As an illustration, Recital 38 of the Proposal stresses, primarily in the context of law enforcement, that accuracy, reliability, and transparency are particularly important to ‘avoid adverse impacts, retain public trust and ensure accountability and effective redress’ (p. 27). Moreover, within the context of the establishment of a quality management system for high-risk AI systems as proposed in Article 17(1)(m) of the proposed Act, an ‘accountability framework setting out the responsibilities of the management and other staff’ is further envisaged to ensure compliance. Accountability is again mentioned in Article 54(1)(h) with respect to retaining logs for the processing of personal data in the context of AI regulatory sandboxes.

It is, therefore, suggested that conformity of AI systems with the legal requirements is an essential step towards a well-founded accountability framework, allocating responsibilities among diverse actors in the AI supply chain. At the same time, the term accountability is equally broader than conformity, as it involves legal repercussions, resulting from the degree of conformity with specific legal requirements, or lack thereof, but also goes beyond the conformity obligations, establishing direct obligations on the providers of high-risk AI systems.

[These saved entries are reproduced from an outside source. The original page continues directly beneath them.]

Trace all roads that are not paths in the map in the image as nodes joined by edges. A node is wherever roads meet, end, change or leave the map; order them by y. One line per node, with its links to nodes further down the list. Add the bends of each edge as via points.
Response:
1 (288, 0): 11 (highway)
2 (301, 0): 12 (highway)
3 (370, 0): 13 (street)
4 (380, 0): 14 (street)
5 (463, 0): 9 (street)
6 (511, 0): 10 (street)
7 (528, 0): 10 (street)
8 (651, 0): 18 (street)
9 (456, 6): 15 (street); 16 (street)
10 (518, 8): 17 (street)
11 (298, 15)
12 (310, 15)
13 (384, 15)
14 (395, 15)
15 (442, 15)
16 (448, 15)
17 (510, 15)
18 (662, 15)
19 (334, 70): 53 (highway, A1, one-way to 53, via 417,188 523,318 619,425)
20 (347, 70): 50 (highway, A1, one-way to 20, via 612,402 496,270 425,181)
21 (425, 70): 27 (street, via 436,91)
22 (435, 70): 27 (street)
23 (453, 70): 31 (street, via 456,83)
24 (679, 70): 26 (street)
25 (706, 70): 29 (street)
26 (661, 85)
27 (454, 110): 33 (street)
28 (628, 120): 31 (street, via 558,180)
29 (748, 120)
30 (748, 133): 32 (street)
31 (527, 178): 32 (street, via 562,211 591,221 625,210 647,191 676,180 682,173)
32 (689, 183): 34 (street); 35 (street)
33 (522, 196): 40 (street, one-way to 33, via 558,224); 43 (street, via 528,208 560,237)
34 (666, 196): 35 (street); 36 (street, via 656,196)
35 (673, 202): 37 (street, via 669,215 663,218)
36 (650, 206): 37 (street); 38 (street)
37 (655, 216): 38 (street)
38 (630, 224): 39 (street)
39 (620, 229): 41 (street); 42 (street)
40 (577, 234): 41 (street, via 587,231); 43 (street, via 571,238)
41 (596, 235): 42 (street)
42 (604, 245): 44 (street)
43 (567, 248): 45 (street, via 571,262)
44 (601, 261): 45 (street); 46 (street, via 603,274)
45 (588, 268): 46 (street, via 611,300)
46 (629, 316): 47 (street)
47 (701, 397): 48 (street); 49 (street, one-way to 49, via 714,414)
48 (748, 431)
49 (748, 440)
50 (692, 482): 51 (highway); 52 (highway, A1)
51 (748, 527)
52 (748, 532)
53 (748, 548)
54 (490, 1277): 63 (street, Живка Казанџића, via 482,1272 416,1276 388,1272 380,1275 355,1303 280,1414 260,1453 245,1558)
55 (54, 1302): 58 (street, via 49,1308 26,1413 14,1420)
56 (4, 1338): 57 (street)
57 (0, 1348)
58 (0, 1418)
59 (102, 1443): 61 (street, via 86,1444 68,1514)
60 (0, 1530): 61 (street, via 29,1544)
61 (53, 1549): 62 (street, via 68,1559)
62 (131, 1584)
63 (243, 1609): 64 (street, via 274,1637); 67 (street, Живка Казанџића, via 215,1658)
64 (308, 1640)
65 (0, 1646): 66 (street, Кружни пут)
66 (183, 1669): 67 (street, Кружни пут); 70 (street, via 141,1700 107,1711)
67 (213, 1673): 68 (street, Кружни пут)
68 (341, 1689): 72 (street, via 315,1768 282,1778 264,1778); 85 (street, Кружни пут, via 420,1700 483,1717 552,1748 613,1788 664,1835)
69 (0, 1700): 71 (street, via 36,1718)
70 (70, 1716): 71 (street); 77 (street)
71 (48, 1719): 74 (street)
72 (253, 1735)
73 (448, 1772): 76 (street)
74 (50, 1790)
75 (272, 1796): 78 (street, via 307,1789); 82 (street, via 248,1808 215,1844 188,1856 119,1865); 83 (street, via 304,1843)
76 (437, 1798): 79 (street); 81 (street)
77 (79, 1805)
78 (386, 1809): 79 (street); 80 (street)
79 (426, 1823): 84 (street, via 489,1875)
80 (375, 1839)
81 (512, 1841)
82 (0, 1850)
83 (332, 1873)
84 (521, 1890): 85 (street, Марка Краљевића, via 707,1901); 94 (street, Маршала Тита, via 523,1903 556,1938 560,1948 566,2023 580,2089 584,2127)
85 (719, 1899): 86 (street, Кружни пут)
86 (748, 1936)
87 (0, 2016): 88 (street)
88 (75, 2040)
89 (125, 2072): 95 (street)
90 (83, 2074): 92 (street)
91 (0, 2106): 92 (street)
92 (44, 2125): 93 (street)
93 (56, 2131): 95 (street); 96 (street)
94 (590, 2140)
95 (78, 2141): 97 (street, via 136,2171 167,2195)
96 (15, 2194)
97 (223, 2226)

Put differently, accountability appears to be a regime regulating responsibility (an end), while conformity signifies a procedure towards identifying who is responsible (a means to that end). Accountability, thus, offers a degree of discretion, adaptation and flexibility as compared to ‘command and control’ approaches, including that of conformity assessment.[2]

Conclusions and Future Research Agenda

An interim conclusion that can be drawn, from those comparisons, is that the scope of the term conformity is undeniably narrower than the terms compliance, impact, and accountability. First, compliance is broader than conformity, since it refers to the overall abidance by the regulatory framework, while conformity entails specific requirements envisaged in a particular framework. Second, what principally differentiates impact from conformity is the future-oriented and predictive character of impact, associated with the risks and its uncertain consequences, while conformity mostly refers to the present. Third, while conformity mostly denotes a procedure, accountability is a regime regulating responsibility among actors.

The distinction between them is seen as particularly significant, especially when a legal analysis of data processing operations in extensive AI systems is performed, when standardization processes are involved or when multiple roles converge in one person (e.g., data controller and AI system provider), among others. Lastly, discrepancies may arise regarding the draft translation of the Act across the official European languages. Only recently, the proposed Regulation has become available in all EU languages, for which it is worthy to see how the different terms are translated and how the communication among the different regulatory instruments is achieved. Although it is expected that the translation will follow the terms of already established sectoral legislative translations, the final version of the AI Act may afford a whole new meaning to the concept of conformity assessment procedure and its interrelated terms, due to the partially abstract but also complex legal requirements.

To conclude, trust as understood by the legislators in the Act cannot be achieved without terminological and procedural clarity, especially when technology providers abide by parallel regulatory frameworks.

[1] Dariusz Kloza et al., “Data Protection Impact Assessment in the European Union: Developing a Template for a Report from the Assessment Process,” no. 1 (2020): 1–52,

[2] Raphaël Gellert, The Risk-Based Approach to Data Protection (Oxford University Press, 2020), 143.